The idea that in these circumstances, a pivotal seat should be filled by the most radical president in American history who has easily surpassed even the heady standard of his predecessors for abuse of executive power is not to be taken lightly. Hence no hearings, no votes; sorry Merrick Garland, it’s not you, it’s the fate of the nation.
But second, even when you look into Garland’s impressive qualifications, you realize that, as the indispensable Kevin Williamson points out, a “moderate” appointed by a Democratic president isn’t much different from a “radical.” After all, someone who would only do “moderate” damage to the rule of law shouldn’t be acceptable as a “compromise” pick. Heck, the New York Times says that he’s to the left of Justices Breyer and Kagan, almost as far gone as Justices Ginsburg and Sotomayor.
But even if Chief Judge Garland isn’t the second coming of Justices William Brennan or Thurgood Marshall—the most progressive justices we’ve had—his extreme deference to administrative agencies and law enforcement (and any other government actors he can find) make him in many ways scarier than some firebrand who wants to constitutionalize Bernie Sanders’s platform. To those of us who toil in the legal trenches, fighting to restore the constitutional order after decades of doctrinal deviance, this simply will not do.

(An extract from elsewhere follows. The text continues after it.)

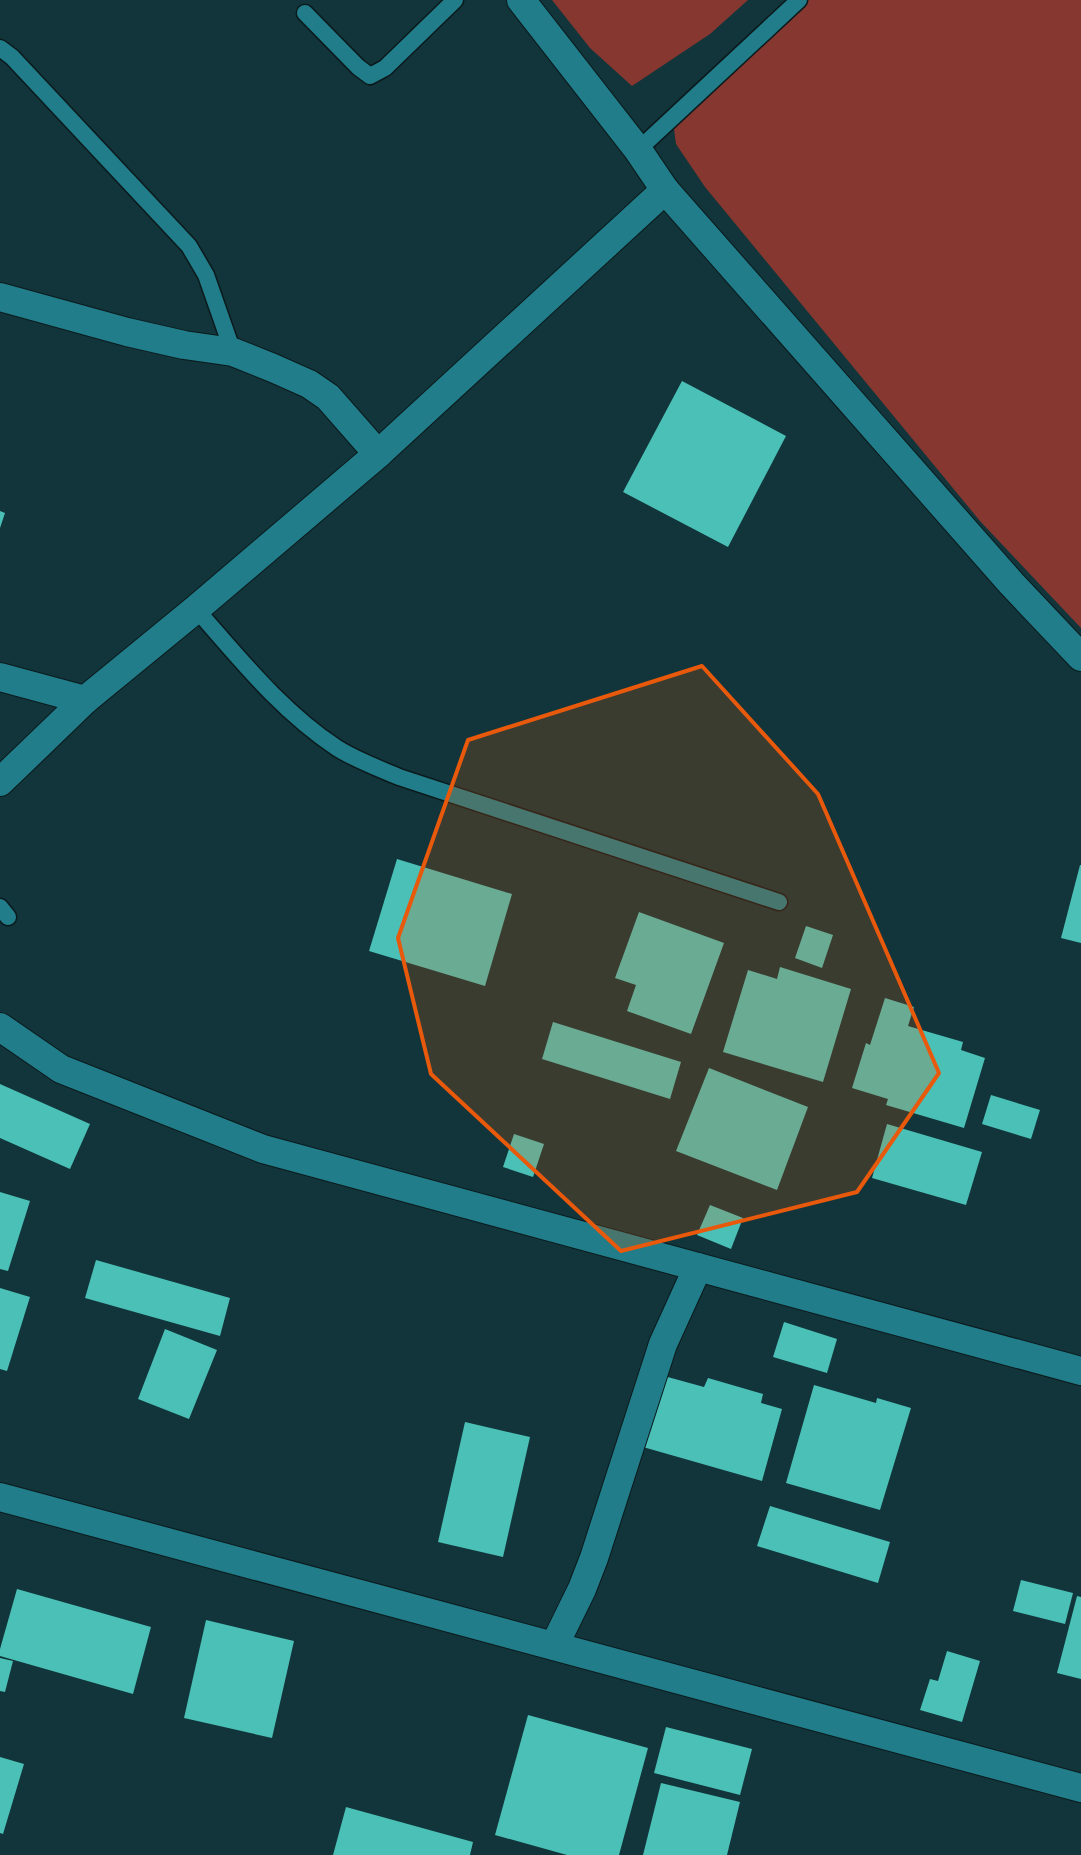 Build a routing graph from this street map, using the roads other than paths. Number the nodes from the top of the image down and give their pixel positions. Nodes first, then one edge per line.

And so I’m heartened, and very pleasantly surprised, by the steel we’ve seen thus far in Republican senatorial spines. There will always be time to reconsider this principled stance should conditions on the ground change—even a Hillary Clinton nominee with a Democratic Senate may simply be a “diversity” pick of the same basic ideology—but for now, there’s no reason not to wait for the voters to weigh in on whether we can keep this republic we have.